I’ve always felt school isn’t suitable for me. The teachers’ lessons are things I can learn from books on my own—they’re too simple. That out-of-place feeling at school is as if a college student is studying in a preschool.

I once considered skipping grades, but later on, I thought better of it. If I left this school, Sisi would be all alone. Although she has many friends at school, I still worry. If anything happened to her and I wasn’t there, what would she do? Over the years, we’ve gotten used to each other’s company. If I suddenly left, she’d definitely feel lonely.

So, even when I skipped classes, I still did a lot of useful stuff. I usually went to the library to read all kinds of books, really any kind. I feel my brain is like a computer chip; I remember almost everything I read.

Many times, I’d run to the mountain behind the school on my own. It’s not a very high mountain; it takes about twenty minutes to climb. I usually go to the top to bask in the sun, though the wind is strong at the peak. But I really enjoy that feeling of having the entire school below me.

In hindsight, my life is quite boring. I don’t have very good friends, not even classmates I get along with. Even now, I can’t remember their names. No, it’s that I remember everybody’s name, but I don’t know what they look like.

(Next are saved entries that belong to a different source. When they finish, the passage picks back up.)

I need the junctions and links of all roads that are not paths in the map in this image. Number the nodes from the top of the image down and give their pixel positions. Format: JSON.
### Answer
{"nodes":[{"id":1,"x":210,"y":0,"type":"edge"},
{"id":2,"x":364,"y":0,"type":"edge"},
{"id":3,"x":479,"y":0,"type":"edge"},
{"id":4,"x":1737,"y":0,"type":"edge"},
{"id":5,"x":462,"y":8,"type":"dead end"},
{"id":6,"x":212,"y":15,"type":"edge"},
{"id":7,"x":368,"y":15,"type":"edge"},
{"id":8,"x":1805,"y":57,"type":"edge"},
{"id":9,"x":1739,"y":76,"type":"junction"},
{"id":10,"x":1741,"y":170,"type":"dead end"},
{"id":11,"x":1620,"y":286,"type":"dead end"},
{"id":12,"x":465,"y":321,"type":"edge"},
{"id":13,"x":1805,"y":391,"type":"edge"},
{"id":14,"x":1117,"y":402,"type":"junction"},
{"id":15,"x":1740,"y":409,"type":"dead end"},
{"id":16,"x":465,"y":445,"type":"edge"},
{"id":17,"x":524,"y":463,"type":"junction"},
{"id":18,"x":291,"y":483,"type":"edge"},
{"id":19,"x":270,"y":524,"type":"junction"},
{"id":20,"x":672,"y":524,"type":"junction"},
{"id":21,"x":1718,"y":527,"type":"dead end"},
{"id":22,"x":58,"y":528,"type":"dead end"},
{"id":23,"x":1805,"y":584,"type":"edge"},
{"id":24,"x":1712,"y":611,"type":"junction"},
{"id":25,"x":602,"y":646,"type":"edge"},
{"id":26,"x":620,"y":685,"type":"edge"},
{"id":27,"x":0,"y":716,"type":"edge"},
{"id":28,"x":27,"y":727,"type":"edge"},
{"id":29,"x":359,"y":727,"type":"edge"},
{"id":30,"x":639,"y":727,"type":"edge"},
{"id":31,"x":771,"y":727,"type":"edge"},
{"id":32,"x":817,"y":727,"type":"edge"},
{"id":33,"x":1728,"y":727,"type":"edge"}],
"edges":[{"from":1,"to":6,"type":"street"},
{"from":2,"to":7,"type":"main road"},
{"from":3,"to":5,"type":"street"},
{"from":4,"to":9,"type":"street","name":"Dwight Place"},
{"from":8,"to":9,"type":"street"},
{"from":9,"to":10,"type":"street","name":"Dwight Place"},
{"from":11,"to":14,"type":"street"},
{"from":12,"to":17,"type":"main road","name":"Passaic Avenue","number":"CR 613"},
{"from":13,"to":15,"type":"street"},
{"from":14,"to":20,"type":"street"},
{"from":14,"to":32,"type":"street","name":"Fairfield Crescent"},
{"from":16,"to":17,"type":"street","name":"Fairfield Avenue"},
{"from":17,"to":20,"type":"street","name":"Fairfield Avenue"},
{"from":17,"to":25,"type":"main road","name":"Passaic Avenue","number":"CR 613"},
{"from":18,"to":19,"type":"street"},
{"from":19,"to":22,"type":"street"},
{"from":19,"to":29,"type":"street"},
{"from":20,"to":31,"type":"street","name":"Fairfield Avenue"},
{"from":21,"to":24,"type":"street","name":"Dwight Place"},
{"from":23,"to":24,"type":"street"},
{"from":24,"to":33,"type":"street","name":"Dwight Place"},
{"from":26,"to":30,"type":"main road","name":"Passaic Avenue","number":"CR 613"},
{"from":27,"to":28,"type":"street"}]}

I think when God created Sisi and me, he made a mistake. He put all the language ability potion in Sisi’s container and put the high intelligence potion in mine.

That’s probably why we are so different. Sisi loves to talk, while I loathe it. In terms of intelligence, I don’t know what mine is, but it should be higher than average. But Sisi’s intelligence is probably just about average, so she had to work hard to get into a good university in the country.

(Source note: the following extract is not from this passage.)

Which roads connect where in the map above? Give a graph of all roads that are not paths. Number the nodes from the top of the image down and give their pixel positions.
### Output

After we went to college, Sisi and I were no longer at the same school. I didn’t like school, so after staying there for a month, I dropped out and started renting a place on my own. Sisi and my grandpa don’t know about this yet. When the time is right, I’ll tell them—I can completely support myself now.

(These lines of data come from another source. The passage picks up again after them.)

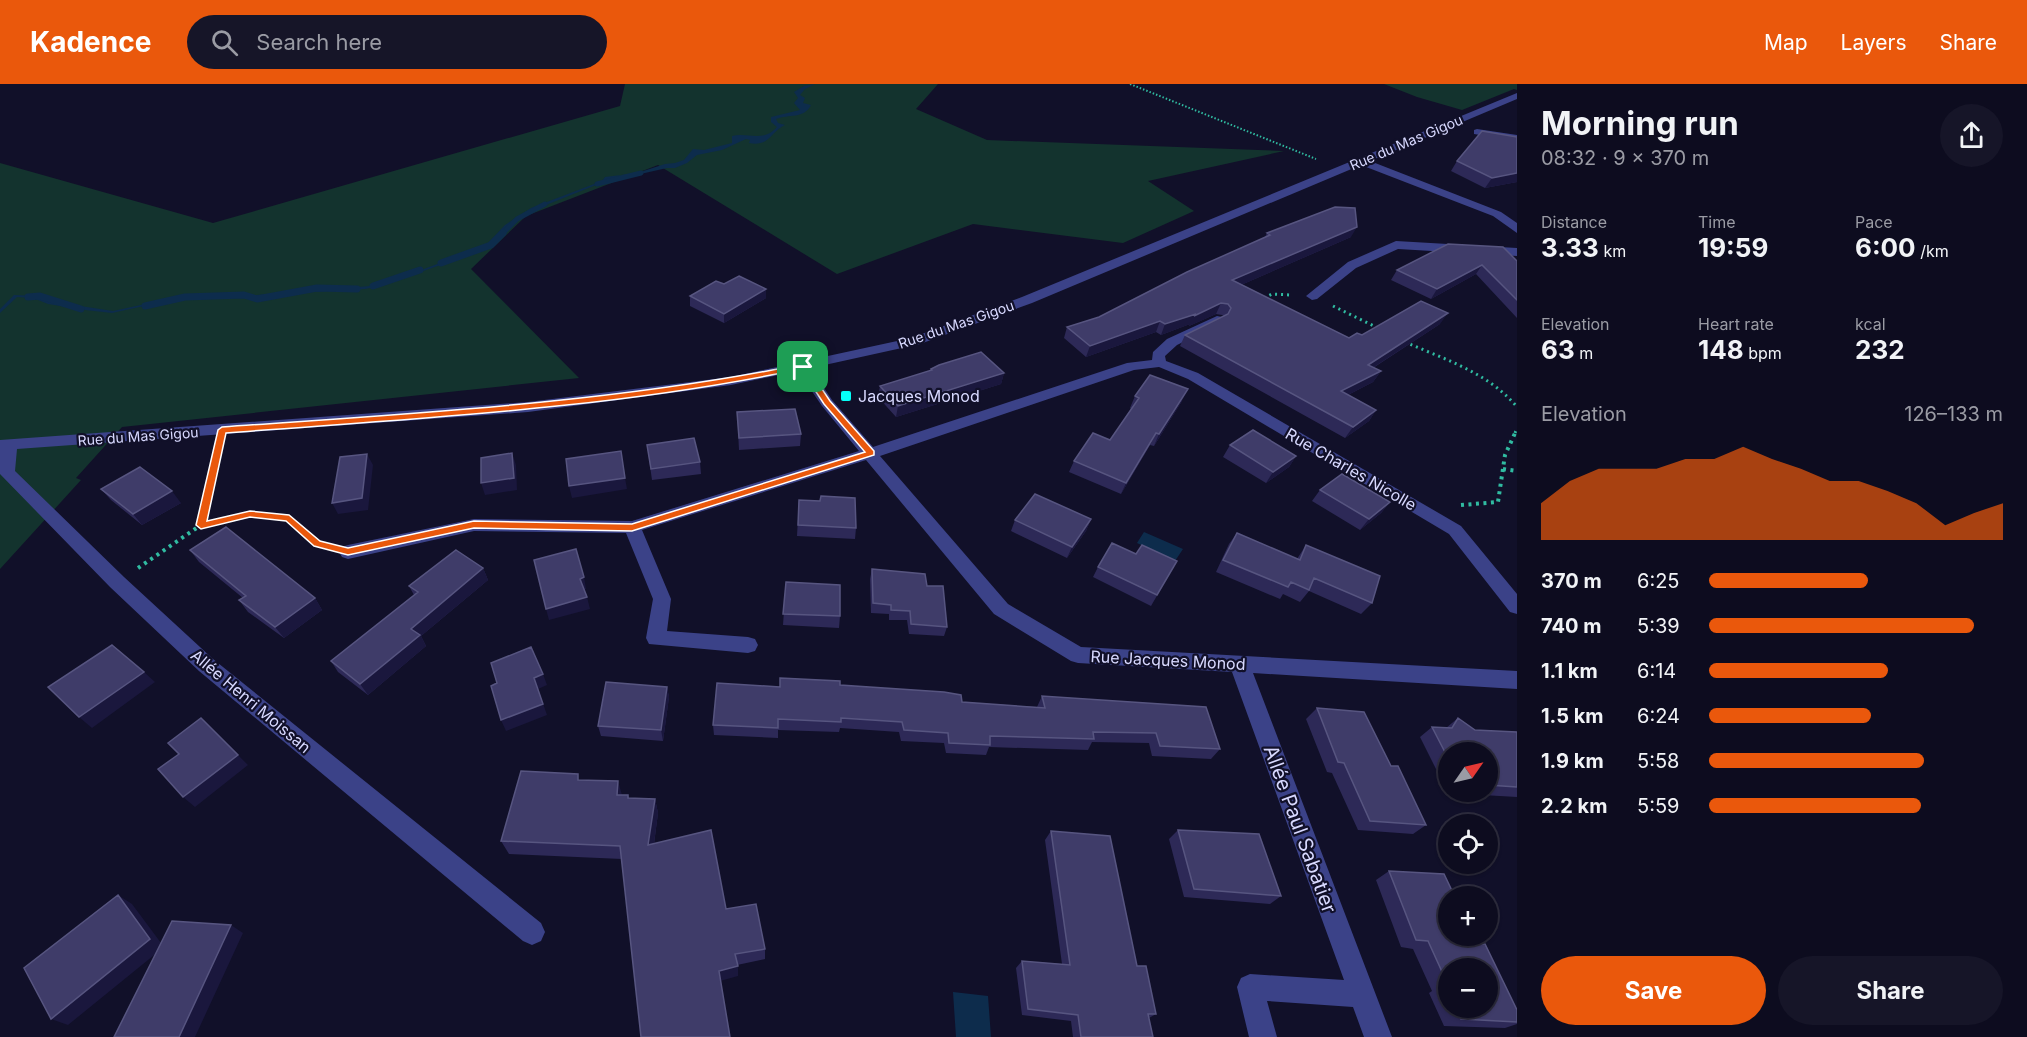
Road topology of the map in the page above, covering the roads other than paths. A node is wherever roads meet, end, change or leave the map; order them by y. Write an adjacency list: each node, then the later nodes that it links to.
1 (1517, 96): 4 (street, Rue du Mas Gigou)
2 (1477, 132): 3 (street)
3 (1517, 138)
4 (1360, 161): 5 (street); 12 (street, Rue du Mas Gigou)
5 (1497, 214): 6 (street); 7 (street)
6 (1517, 214)
7 (1517, 229)
8 (1517, 252): 9 (street)
9 (1312, 296)
10 (1218, 320): 11 (street)
11 (1160, 363): 14 (street, Rue Charles Nicolle); 17 (street, Rue Charles Nicolle)
12 (803, 367): 13 (street, Rue du Mas Gigou); 14 (street, Rue Jacques Monod)
13 (5, 444): 21 (street, Allée Henri Moissan)
14 (870, 453): 15 (street, Rue Charles Nicolle); 19 (street, Rue Jacques Monod)
15 (632, 527): 16 (street, Rue Charles Nicolle); 18 (street)
16 (348, 552)
17 (1517, 607)
18 (748, 645)
19 (1239, 664): 20 (street, Rue Jacques Monod); 22 (street, Allée Paul Sabatier)
20 (1517, 680)
21 (532, 932)
22 (1363, 994): 23 (street); 24 (street, Allée Paul Sabatier)
23 (1263, 1037)
24 (1378, 1037)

I know I’m smart, but there are still things I can’t do. For instance, I’ve never truly understood Sisi’s real thoughts. I mean, the happy Sisi I see isn’t genuinely happy inside—she’s just used to being a happy person.

Despite knowing Xiao Yifei already has a girlfriend, Qian Huahua has been acting as if possessed lately. Whenever she has time, she runs to Xiao Yifei’s hospital, so much so that her colleagues think she’s been abnormal recently. In the past, she always prioritized work, being the last to leave even after work hours. But recently, three or four times a week, she packs up and leaves right when work ends.

Every day, she wears different outfits. Her colleagues jokingly ask her, "Huanhuan, you wouldn’t have a boyfriend recently, would you? Look at your happy face. We definitely know another good man has fallen victim to you."

"Hey, you can’t say it like that; what do you mean ’I harm good men’? It’s his good fortune I fancy him. Besides, I’ve lived over twenty years and haven’t harmed many men! But let me tell you, this time the man I’ve fallen for is truly impressive! And most importantly, my dad is particularly satisfied with him. The only regret is that he already has a girlfriend," Qian Huahua said smugly when talking about Xiao Yifei.

"Since he already has a girlfriend, aren’t you being a third party? Huanhuan, that’s not very good," her colleague said.